[MATERIAL FOR THIS EXERCISE]
————————
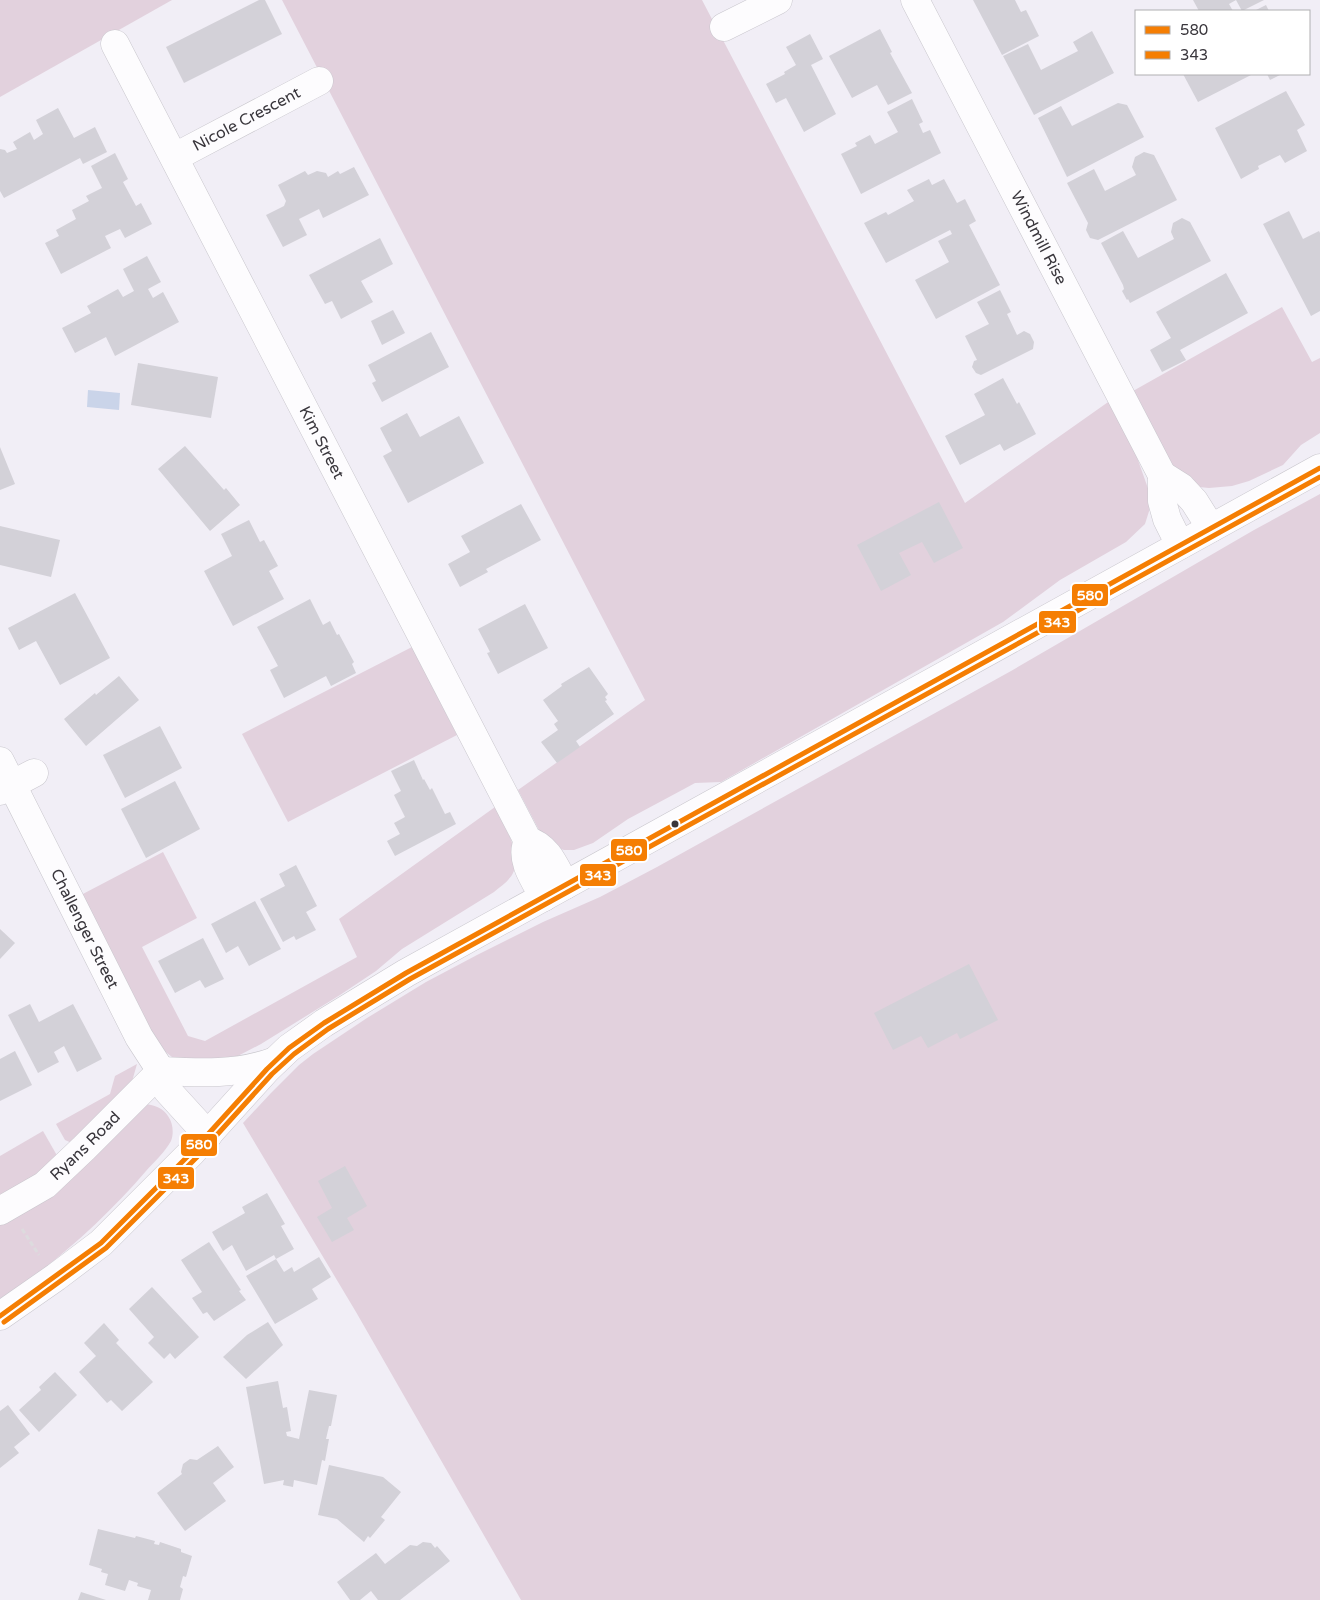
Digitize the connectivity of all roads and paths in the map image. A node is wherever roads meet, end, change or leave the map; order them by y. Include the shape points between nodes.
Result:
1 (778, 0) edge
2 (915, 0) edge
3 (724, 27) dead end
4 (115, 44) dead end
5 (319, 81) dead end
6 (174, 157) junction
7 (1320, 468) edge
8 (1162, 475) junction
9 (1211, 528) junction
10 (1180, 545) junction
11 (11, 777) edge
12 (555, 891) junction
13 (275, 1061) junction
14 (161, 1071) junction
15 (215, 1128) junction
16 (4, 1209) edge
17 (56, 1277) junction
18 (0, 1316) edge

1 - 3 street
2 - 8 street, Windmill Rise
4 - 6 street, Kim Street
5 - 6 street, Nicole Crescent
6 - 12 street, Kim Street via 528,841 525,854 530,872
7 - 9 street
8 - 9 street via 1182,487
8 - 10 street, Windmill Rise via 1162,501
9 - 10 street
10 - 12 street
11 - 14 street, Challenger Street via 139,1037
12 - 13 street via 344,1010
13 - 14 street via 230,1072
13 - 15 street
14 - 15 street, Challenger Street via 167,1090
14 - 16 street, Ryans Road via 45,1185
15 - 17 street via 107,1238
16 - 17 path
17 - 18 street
————————
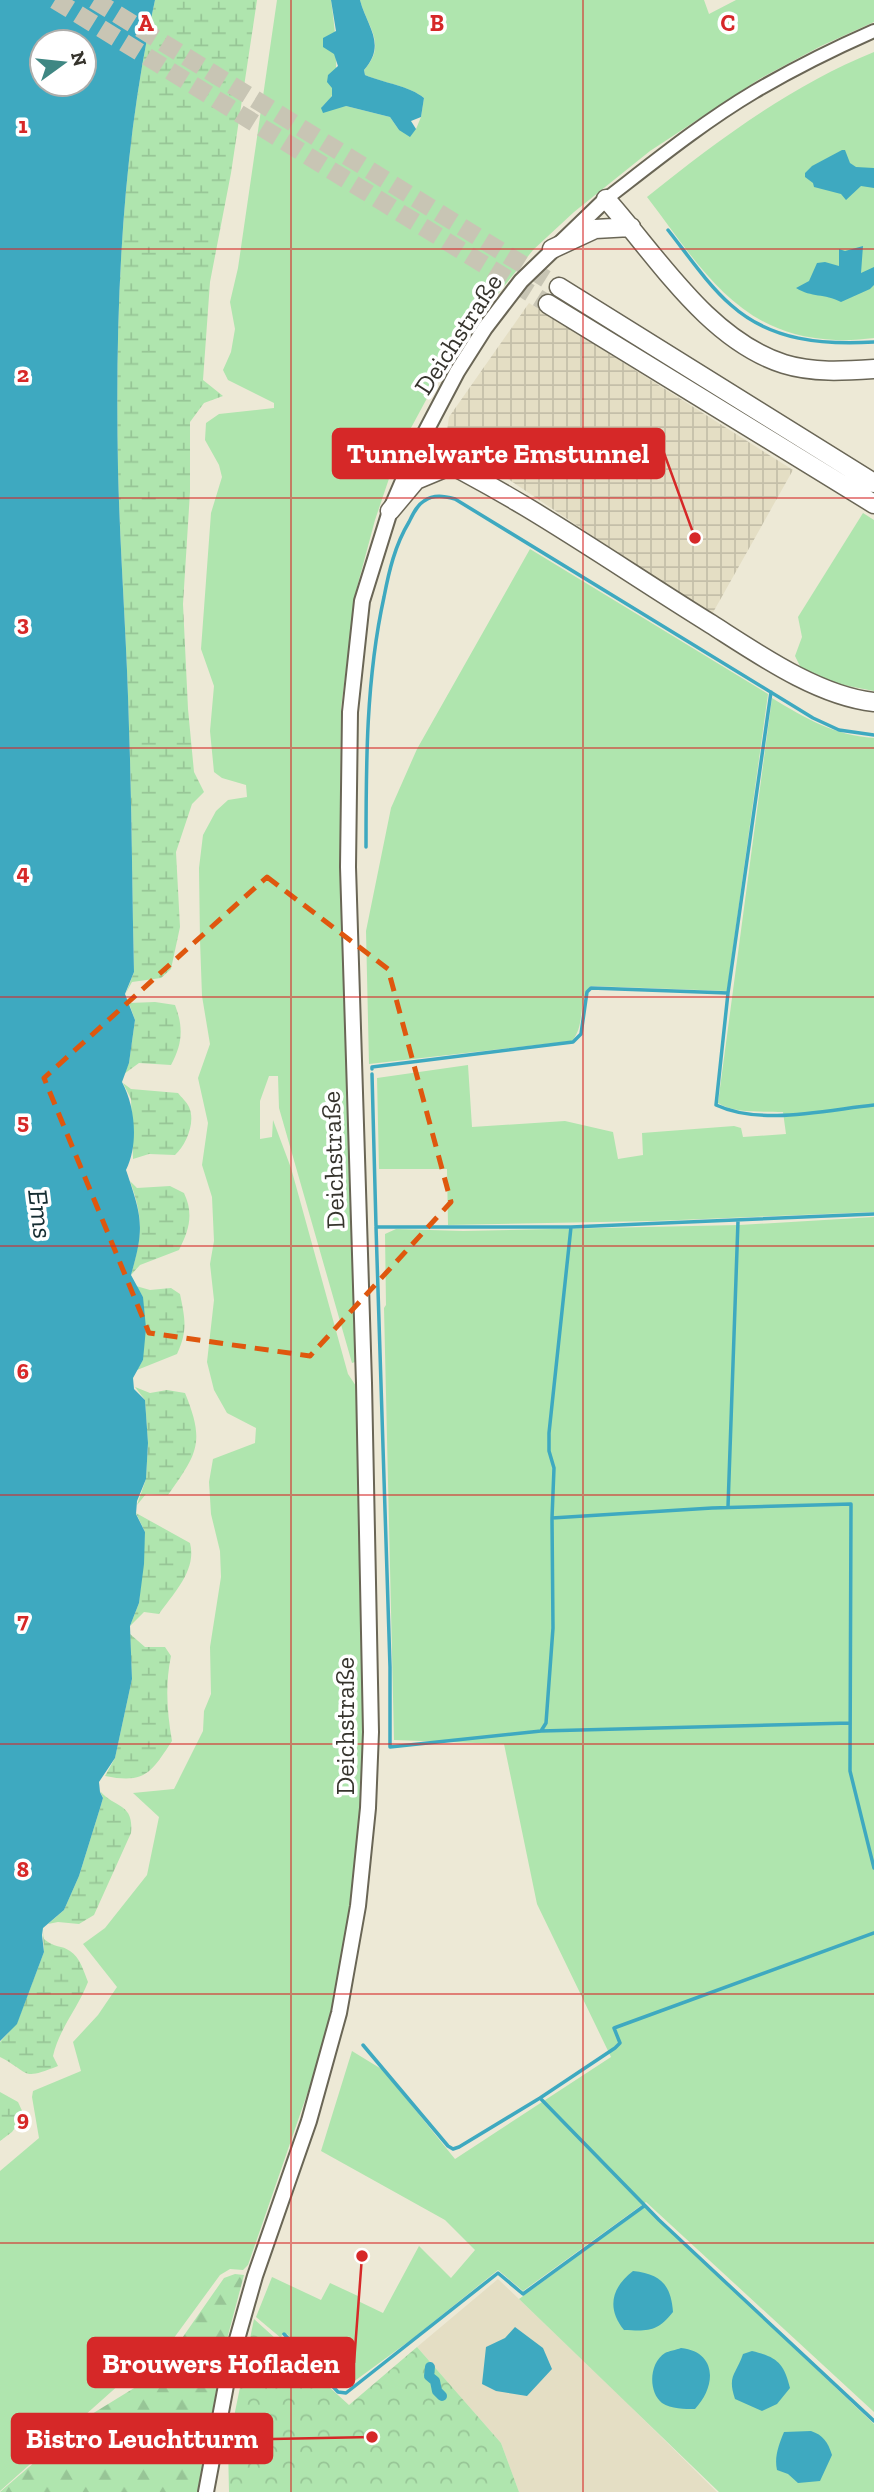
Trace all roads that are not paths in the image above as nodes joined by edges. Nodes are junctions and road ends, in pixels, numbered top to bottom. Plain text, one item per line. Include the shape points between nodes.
————————
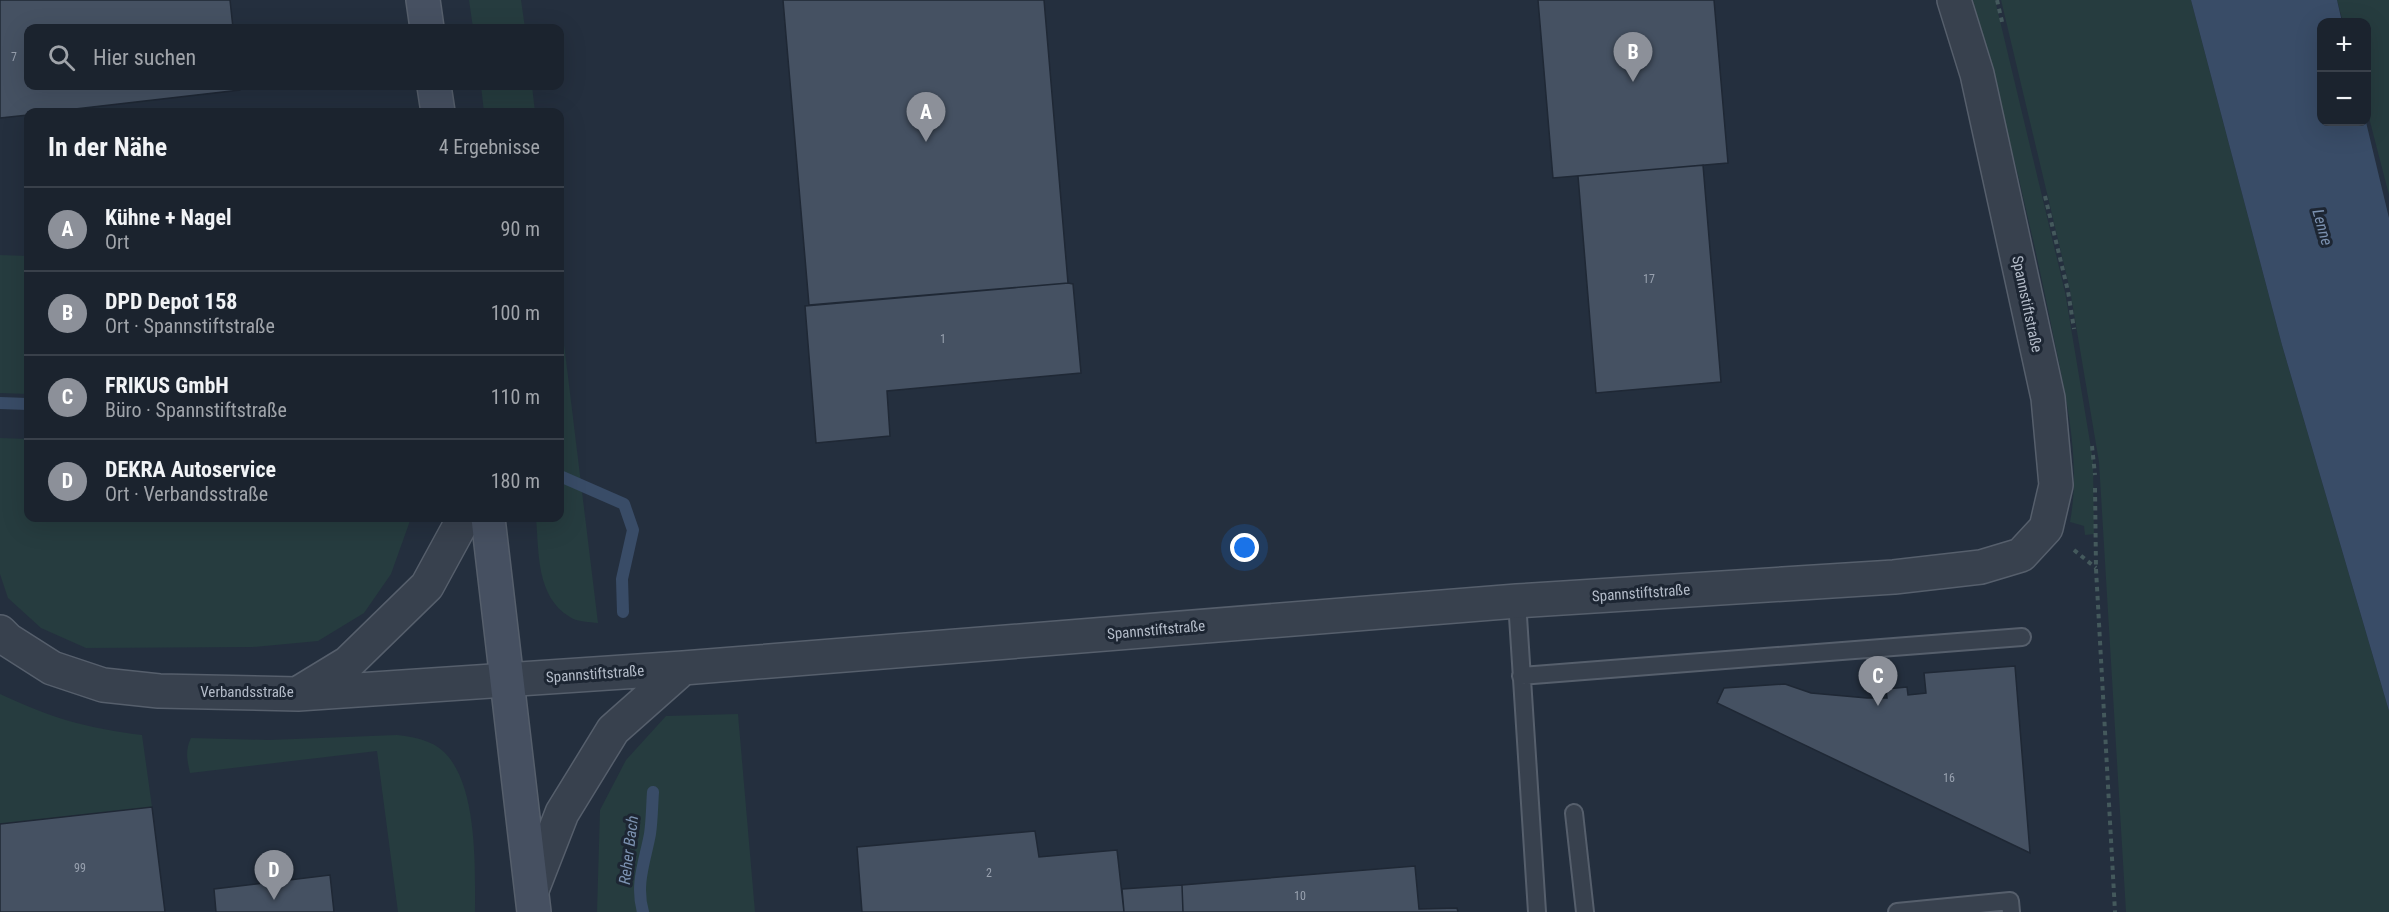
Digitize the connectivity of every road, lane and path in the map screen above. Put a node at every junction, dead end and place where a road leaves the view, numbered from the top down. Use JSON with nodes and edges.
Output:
————————
[PROBLEM] Which lines of the records above contain the word "Include"? Report each one in full.

[TASK RESPONSE]
Digitize the connectivity of all roads and paths in the map image. A node is wherever roads meet, end, change or leave the map; order them by y. Include the shape points between nodes.
Trace all roads that are not paths in the image above as nodes joined by edges. Nodes are junctions and road ends, in pixels, numbered top to bottom. Plain text, one item per line. Include the shape points between nodes.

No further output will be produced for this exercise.